[[ DATA FOR ANALYSIS open ]]

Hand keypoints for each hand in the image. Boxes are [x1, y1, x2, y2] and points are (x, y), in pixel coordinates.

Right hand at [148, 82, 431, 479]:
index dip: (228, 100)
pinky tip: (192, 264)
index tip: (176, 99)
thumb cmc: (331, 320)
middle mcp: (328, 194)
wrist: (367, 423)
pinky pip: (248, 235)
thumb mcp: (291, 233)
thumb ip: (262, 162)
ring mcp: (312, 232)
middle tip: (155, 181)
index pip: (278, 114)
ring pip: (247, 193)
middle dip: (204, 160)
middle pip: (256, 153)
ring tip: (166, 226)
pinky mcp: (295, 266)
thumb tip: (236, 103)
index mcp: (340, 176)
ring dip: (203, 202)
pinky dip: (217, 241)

[[ DATA FOR ANALYSIS closed ]]
[[ DATA FOR ANALYSIS open ]]

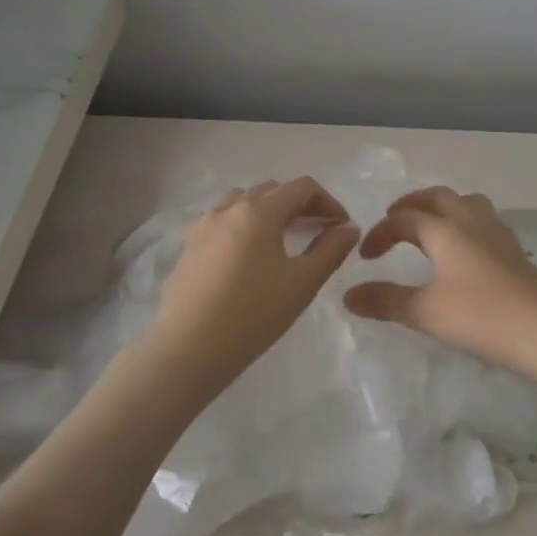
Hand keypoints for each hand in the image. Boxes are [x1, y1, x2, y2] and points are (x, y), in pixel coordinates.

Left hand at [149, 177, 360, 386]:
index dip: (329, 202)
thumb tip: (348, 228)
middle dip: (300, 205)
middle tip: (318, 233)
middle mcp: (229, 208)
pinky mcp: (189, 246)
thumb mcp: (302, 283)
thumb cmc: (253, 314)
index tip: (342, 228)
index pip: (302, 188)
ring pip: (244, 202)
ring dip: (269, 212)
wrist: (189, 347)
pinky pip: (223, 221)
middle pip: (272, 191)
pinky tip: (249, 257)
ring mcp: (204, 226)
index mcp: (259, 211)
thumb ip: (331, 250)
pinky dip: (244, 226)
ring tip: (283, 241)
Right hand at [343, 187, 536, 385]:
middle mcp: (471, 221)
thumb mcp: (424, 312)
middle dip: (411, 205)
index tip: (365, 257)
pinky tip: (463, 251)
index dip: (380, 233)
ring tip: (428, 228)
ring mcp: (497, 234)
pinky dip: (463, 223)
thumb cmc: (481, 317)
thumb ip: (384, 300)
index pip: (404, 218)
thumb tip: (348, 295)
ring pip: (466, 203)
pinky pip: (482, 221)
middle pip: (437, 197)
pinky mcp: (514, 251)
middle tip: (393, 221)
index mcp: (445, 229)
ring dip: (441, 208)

[[ DATA FOR ANALYSIS closed ]]

> [WORK TASK] Using the records above, restate word for word the lines from the one with "index tip: (176, 99)" through the one with "middle dip: (204, 160)", both included.

> [YOUR RESPONSE]
index tip: (176, 99)
thumb cmc: (331, 320)
middle mcp: (328, 194)
wrist: (367, 423)
pinky pip: (248, 235)
thumb mcp: (291, 233)
thumb ip: (262, 162)
ring mcp: (312, 232)
middle tip: (155, 181)
index pip: (278, 114)
ring pip: (247, 193)
middle dip: (204, 160)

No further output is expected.